Exercise description: Your answer should be the lines below from the one holding "x r add y moveto" through the one holding "0 156 2217 1 rectfill", copied exactly and with nothing else.

Collection entries:
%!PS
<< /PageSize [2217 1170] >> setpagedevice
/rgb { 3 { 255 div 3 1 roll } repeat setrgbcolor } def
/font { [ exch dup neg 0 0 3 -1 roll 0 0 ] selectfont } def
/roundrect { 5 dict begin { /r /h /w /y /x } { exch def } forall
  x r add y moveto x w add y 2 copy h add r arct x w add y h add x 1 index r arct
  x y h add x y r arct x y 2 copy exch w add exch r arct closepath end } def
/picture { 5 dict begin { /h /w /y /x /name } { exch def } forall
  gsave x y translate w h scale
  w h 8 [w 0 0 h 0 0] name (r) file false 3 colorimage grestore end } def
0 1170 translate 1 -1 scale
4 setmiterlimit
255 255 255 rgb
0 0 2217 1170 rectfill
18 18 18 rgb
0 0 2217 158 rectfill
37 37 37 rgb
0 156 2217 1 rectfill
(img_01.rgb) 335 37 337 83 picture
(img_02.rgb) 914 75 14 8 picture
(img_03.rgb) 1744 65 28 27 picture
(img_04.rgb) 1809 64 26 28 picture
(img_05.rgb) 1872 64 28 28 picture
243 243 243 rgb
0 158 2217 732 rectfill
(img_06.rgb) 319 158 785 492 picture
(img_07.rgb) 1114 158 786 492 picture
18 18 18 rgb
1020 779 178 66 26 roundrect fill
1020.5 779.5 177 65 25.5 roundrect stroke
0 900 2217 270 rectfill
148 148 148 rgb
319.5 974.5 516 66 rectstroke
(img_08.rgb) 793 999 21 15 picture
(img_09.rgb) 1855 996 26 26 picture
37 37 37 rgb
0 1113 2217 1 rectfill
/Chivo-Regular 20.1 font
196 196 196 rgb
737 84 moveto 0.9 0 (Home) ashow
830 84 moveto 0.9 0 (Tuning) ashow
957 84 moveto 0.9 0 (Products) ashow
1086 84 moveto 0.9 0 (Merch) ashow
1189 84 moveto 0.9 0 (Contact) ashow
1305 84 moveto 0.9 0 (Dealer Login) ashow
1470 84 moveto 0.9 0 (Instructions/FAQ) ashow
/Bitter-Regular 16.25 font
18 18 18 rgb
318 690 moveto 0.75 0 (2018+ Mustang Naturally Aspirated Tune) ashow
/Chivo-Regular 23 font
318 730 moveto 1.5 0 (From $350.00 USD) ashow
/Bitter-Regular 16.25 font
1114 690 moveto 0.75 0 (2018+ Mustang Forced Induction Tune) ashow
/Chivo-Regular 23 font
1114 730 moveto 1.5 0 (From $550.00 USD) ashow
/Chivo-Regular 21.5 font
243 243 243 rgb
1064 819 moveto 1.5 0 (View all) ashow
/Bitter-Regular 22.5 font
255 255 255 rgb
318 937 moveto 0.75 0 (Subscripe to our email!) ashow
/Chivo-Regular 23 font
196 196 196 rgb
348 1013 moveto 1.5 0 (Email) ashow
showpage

Answer section:
  x r add y moveto x w add y 2 copy h add r arct x w add y h add x 1 index r arct
  x y h add x y r arct x y 2 copy exch w add exch r arct closepath end } def
/picture { 5 dict begin { /h /w /y /x /name } { exch def } forall
  gsave x y translate w h scale
  w h 8 [w 0 0 h 0 0] name (r) file false 3 colorimage grestore end } def
0 1170 translate 1 -1 scale
4 setmiterlimit
255 255 255 rgb
0 0 2217 1170 rectfill
18 18 18 rgb
0 0 2217 158 rectfill
37 37 37 rgb
0 156 2217 1 rectfill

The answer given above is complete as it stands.